I heard, recently, that people were frequently misunderstanding the results in this paper, up until people realized the constraint is not particularly meaningful. The result says all algorithms have the same expected performance across all cost functions – which is to say, it *appears *to preclude the possibility that there is any completely general search algorithm that's any better than the stupidest one you could imagine.

[Now, warning here, I'm making this argument informally, but the general idea seems solid, and I wrote most of this before reading the proof in the above paper, because why spoil my fun?]

The formalization of the search algorithm is basically, an algorithm, using the history of previously sampled points, the algorithm chooses the next point to sample, trying to minimize a loss function.

For simplicity's sake, let's imagine a one-dimensional search (minimizing a function f : **R** -> **R**). In this case, it's relatively clear that our *estimated* loss function could be uniquely defined by the d results we get from our d samples, and that if the cost function is (without loss of generality) a polynomial (possibly infinite and constructed via Fourier transform), we would be unable to distinguish between the infinite number of d + 1 dimensional cost functions, nor any of the d + 2 cost functions, etc. Since there are measure 0 polynomials of degree N or less, essentially all cost functions will be indistinguishable from a finite search, and so of course averaging over them, all algorithms are identical. Also without loss of generality, for any d-dimensional approximate cost function, we can construct an infinite number of d+2-dimensional cost functions adding in an additional, arbitrarily bad, additional minimum – or any other outcome – placed on the first point of divergence between it and another algorithm's sampling. So really, the sampling just means our best guesses will all be a measure-0 subset of loss functions we can imagine fitting the data, and so of course *average *results are completely identical across algorithms.

Really, "over all cost functions" just brings in arbitrarily complicated cost functions pretty casually. I think this argument (which seemed generally correct after just reading the formalization in the paper, but before I read their argument) is actually pretty similar to their proof argument. So I suppose I'm surprised people kept getting a confused picture of the research result. It's plausible that either they or I didn't read the paper carefully enough, but I do feel as though I understand it. They're searching a discrete space, and I'm imagining it as a polynomial, but the arguments really do feel very similar, and the polynomial point is pretty easy to make (in their argument it boils down to allowing them to make a counting argument about functions matching the d observed points – but that really does feel similar).

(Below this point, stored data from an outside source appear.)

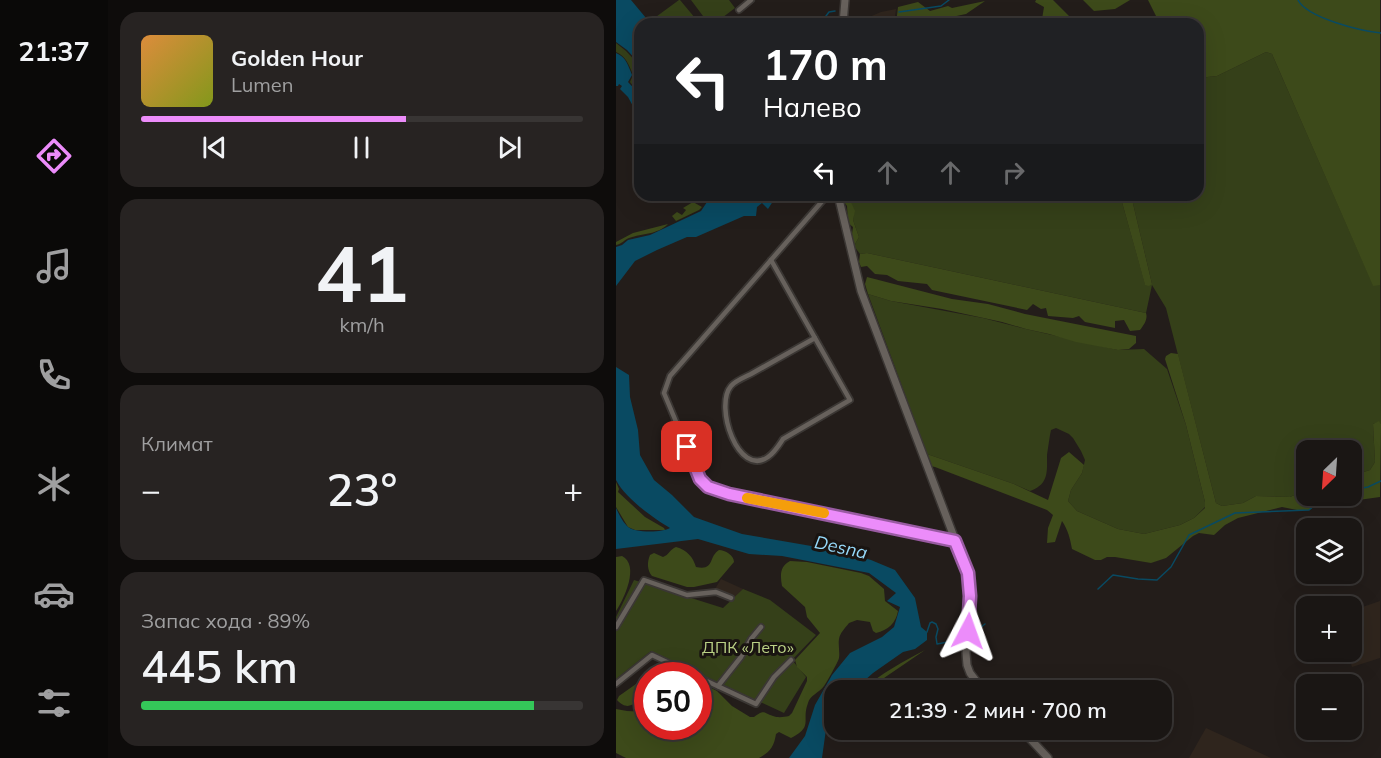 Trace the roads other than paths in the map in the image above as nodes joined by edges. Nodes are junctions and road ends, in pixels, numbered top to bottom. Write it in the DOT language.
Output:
graph roads {
  1 [pos="751,0"];
  2 [pos="845,0"];
  3 [pos="739,10"];
  4 [pos="844,18"];
  5 [pos="822,201"];
  6 [pos="839,201"];
  7 [pos="771,260"];
  8 [pos="815,338"];
  9 [pos="955,541"];
  10 [pos="731,598"];
  11 [pos="616,627"];
  12 [pos="760,627"];
  13 [pos="791,660"];
  14 [pos="643,662"];
  15 [pos="667,662"];
  16 [pos="634,670"];
  17 [pos="975,680"];
  18 [pos="712,683"];
  19 [pos="616,684"];
  20 [pos="718,686"];
  21 [pos="1031,740"];
  22 [pos="1048,758"];
  1 -- 3 [label="street"];
  2 -- 4 [label="main road"];
  5 -- 7 [label="street"];
  6 -- 9 [label="main road"];
  7 -- 8 [label="street"];
  7 -- 9 [label="street"];
  8 -- 8 [label="street"];
  9 -- 17 [label="main road"];
  10 -- 11 [label="street"];
  12 -- 20 [label="street"];
  13 -- 20 [label="street"];
  14 -- 15 [label="street"];
  16 -- 19 [label="street"];
  18 -- 20 [label="street"];
  21 -- 22 [label="main road"];
} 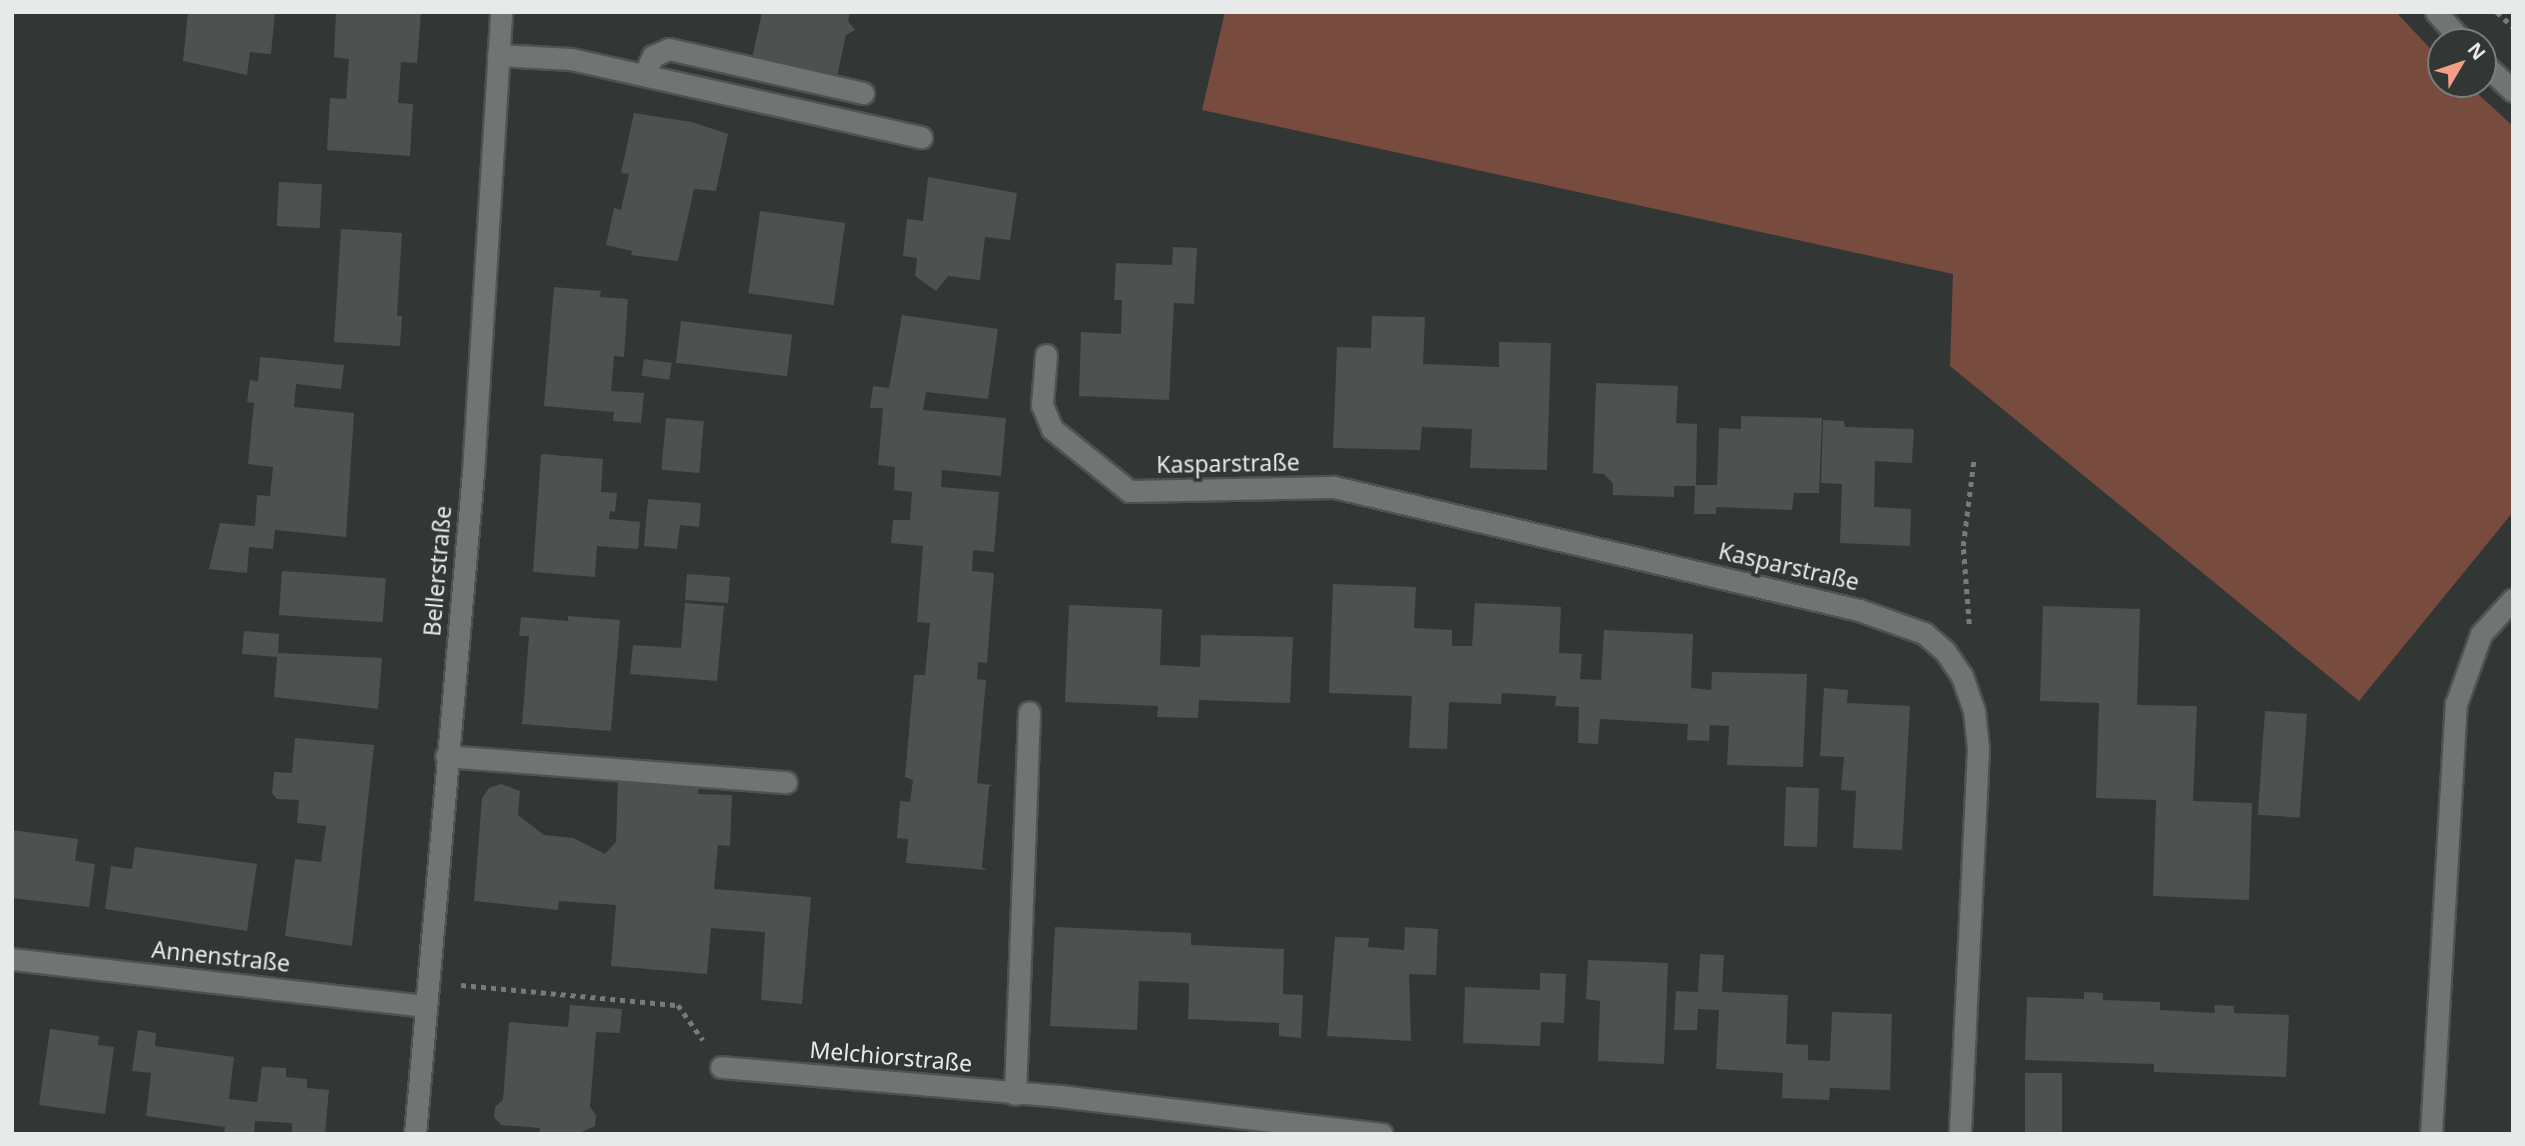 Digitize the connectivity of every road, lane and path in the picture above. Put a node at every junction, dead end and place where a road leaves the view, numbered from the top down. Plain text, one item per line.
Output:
1 (501, 12) edge
2 (2435, 12) edge
3 (2497, 12) edge
4 (2513, 27) edge
5 (2450, 28) edge
6 (498, 55) junction
7 (644, 75) junction
8 (2497, 76) edge
9 (2513, 91) edge
10 (863, 93) dead end
11 (921, 137) dead end
12 (1046, 355) dead end
13 (1974, 458) dead end
14 (2513, 599) edge
15 (1969, 635) dead end
16 (1029, 712) dead end
17 (446, 756) junction
18 (786, 782) dead end
19 (12, 959) edge
20 (426, 982) junction
21 (424, 1006) junction
22 (721, 1067) joint
23 (1015, 1094) junction
24 (415, 1134) edge
25 (1382, 1134) edge
26 (1960, 1134) edge
27 (2431, 1134) edge

1 - 6 street, Bellerstraße
2 - 5 street
3 - 4 path
6 - 7 street
6 - 17 street, Bellerstraße
7 - 10 street
7 - 11 street
8 - 9 street
12 - 26 street, Kasparstraße
13 - 15 path
14 - 27 street
16 - 23 street
17 - 18 street
17 - 20 street, Bellerstraße
19 - 21 street, Annenstraße
20 - 21 street, Bellerstraße
20 - 22 path
21 - 24 street, Bellerstraße
22 - 23 street, Melchiorstraße
23 - 25 street, Melchiorstraße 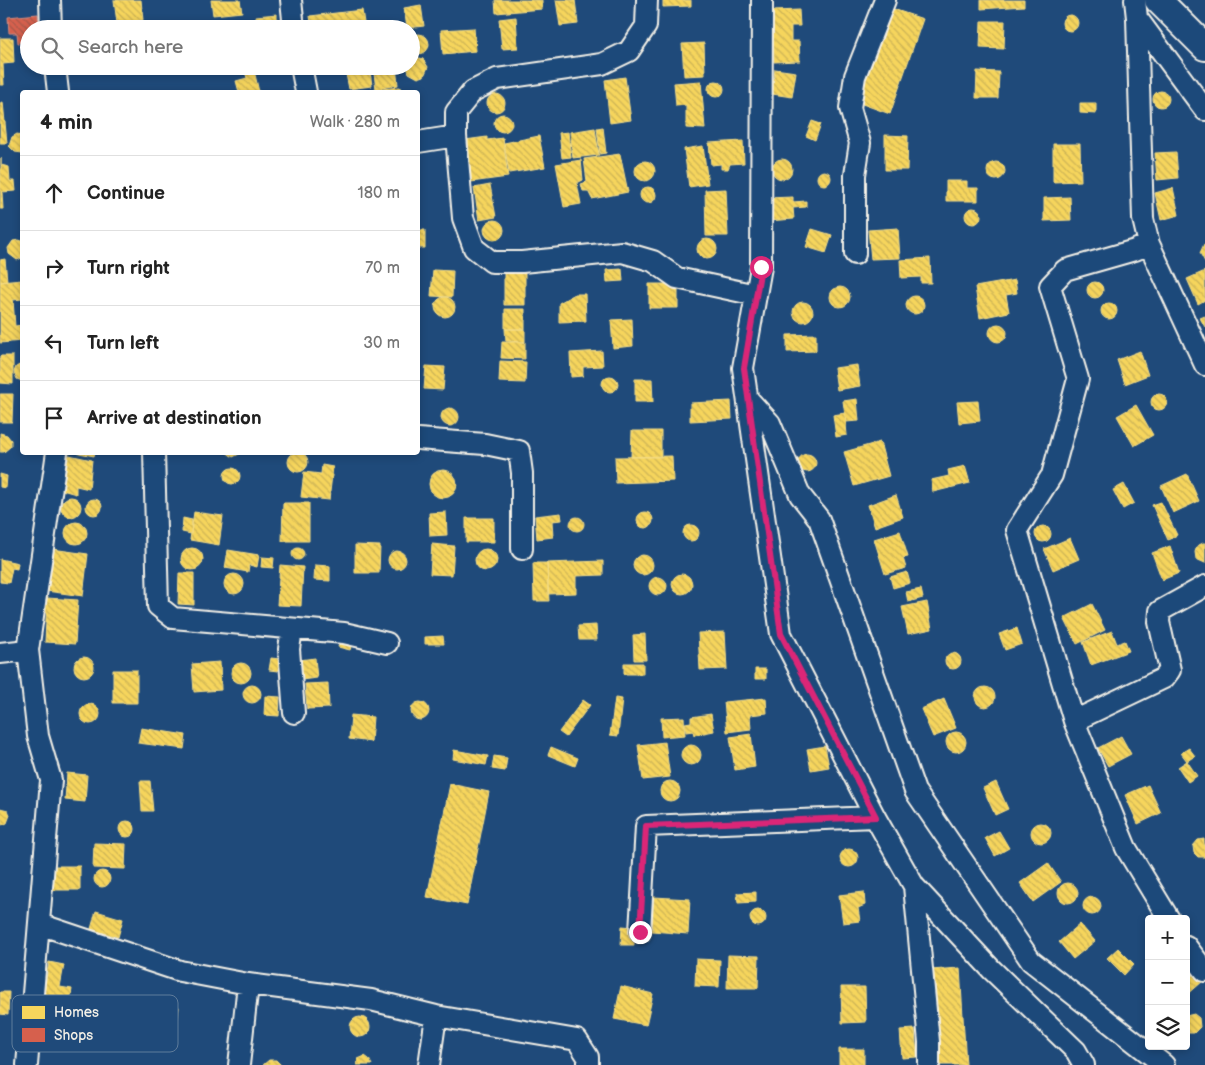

Or more essentially: your search function will only be able to (maximally) describe cost functions as complex as the sample space it's looked over. But however much information you get, all remaining information is orthogonal, so how well you've *actually *approximated an arbitrary cost function is completely undetermined, even if you're only missing the smallest amount of data. [For essentially the same reason that n-bit strings must have an average compression length of n – simple encodings can only exist for a small subset of data, so we should expect simple solutions (i.e. results found after d rounds of search that *actually work*) to exist only for a small subset of problems, even in the discrete case. Fortunately for us in real life, all problems we care about are of bounded complexity, so if a neural net doesn't work well, we understand we can just make a bigger one, and train it for longer.]